[PROBLEM DETAILS]
Please filter the entries for the word "roads" and copy every line that has it.

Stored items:
-- -- --

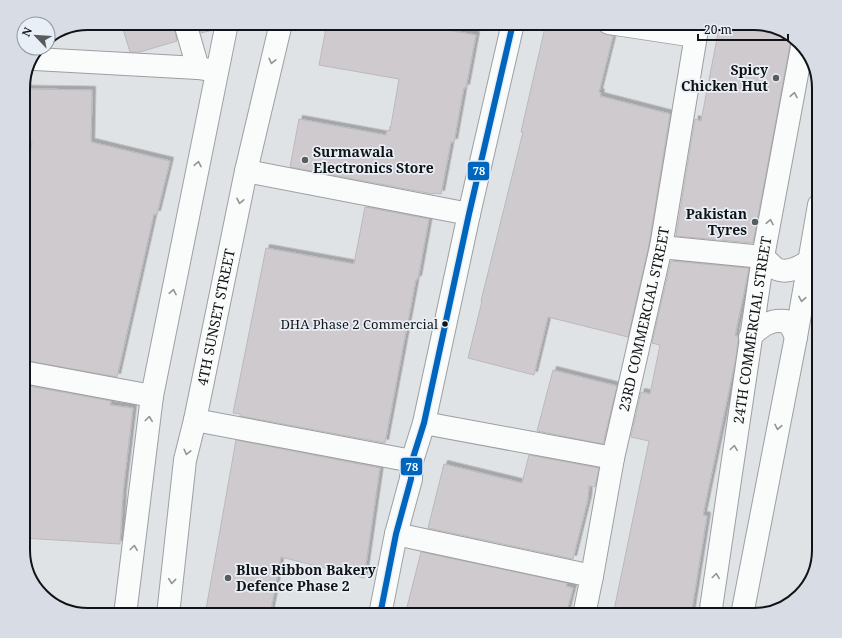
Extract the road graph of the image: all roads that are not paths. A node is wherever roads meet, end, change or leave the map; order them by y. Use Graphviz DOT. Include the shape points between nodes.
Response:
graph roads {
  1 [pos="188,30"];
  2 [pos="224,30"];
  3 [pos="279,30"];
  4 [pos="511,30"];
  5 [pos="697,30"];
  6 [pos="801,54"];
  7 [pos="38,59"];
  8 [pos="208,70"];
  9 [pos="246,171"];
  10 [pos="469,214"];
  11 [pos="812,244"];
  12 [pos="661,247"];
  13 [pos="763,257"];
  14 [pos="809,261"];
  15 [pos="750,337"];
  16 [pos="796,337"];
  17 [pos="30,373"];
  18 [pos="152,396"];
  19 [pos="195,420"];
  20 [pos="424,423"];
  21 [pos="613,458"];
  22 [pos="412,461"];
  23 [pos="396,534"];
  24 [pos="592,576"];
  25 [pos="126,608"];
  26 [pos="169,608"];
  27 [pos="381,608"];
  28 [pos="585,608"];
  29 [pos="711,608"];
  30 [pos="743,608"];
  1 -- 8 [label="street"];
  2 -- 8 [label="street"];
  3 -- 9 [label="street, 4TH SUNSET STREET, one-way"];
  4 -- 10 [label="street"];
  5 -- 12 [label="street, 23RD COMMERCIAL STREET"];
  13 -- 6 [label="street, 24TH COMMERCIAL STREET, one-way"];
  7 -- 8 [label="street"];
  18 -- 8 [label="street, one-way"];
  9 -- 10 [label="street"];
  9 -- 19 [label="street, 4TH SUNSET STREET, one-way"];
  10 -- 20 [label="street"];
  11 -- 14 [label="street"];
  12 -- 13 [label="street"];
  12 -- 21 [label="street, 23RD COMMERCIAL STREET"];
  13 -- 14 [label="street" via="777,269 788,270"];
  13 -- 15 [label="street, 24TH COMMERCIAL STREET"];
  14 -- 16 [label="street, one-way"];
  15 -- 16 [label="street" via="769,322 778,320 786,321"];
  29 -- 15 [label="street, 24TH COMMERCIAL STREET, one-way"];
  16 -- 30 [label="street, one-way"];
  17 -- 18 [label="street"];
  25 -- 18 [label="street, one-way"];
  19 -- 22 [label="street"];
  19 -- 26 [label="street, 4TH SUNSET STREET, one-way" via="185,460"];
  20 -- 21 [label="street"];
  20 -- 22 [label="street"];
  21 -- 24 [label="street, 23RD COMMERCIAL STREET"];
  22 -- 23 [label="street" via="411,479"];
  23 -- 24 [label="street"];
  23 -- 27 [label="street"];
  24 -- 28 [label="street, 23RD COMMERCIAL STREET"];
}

-- -- --

[ANSWER SECTION]
Extract the road graph of the image: all roads that are not paths. A node is wherever roads meet, end, change or leave the map; order them by y. Use Graphviz DOT. Include the shape points between nodes.
graph roads {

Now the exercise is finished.